> **Source records**
==============================

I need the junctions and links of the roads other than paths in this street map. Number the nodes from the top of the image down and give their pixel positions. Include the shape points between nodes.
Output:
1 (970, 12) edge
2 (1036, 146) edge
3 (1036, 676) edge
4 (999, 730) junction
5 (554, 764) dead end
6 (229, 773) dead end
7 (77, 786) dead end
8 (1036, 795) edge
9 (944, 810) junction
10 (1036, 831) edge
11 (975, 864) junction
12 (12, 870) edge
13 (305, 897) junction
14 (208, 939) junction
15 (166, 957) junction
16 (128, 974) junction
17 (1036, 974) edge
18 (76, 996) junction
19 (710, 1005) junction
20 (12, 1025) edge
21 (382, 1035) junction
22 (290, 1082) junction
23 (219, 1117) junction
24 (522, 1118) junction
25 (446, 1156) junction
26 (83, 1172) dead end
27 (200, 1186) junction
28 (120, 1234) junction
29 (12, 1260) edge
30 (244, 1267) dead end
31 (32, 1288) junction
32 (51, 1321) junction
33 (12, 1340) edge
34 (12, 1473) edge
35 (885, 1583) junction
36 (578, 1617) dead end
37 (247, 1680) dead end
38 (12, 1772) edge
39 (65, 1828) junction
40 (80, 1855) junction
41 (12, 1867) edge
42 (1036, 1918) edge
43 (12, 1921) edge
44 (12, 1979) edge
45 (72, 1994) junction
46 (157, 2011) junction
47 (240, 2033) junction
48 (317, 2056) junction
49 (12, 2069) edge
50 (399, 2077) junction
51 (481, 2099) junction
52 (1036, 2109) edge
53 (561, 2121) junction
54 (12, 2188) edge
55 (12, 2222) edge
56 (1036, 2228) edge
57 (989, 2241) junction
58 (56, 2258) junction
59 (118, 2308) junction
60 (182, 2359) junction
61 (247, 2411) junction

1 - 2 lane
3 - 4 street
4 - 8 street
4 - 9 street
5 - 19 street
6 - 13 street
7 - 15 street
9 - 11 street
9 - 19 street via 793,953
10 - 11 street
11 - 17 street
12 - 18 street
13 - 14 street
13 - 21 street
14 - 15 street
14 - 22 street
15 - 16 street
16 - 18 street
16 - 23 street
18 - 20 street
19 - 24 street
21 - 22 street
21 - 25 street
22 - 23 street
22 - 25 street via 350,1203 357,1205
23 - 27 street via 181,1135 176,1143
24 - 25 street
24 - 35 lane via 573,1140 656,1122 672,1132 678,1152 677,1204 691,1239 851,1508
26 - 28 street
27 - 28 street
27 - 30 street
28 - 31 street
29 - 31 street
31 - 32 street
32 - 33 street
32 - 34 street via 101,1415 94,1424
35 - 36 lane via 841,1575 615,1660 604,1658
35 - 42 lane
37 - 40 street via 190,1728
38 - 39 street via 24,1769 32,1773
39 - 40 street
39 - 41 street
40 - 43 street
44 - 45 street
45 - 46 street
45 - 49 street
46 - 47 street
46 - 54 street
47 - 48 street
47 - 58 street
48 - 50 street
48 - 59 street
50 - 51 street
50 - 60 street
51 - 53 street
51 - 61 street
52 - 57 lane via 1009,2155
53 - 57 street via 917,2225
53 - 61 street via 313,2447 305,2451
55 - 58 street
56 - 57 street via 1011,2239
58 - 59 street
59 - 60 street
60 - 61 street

==============================

> **Your objective**
If the string "dead" appears in a line of the entries, report the line.

> **Answer area**
5 (554, 764) dead end
6 (229, 773) dead end
7 (77, 786) dead end
26 (83, 1172) dead end
30 (244, 1267) dead end
36 (578, 1617) dead end
37 (247, 1680) dead end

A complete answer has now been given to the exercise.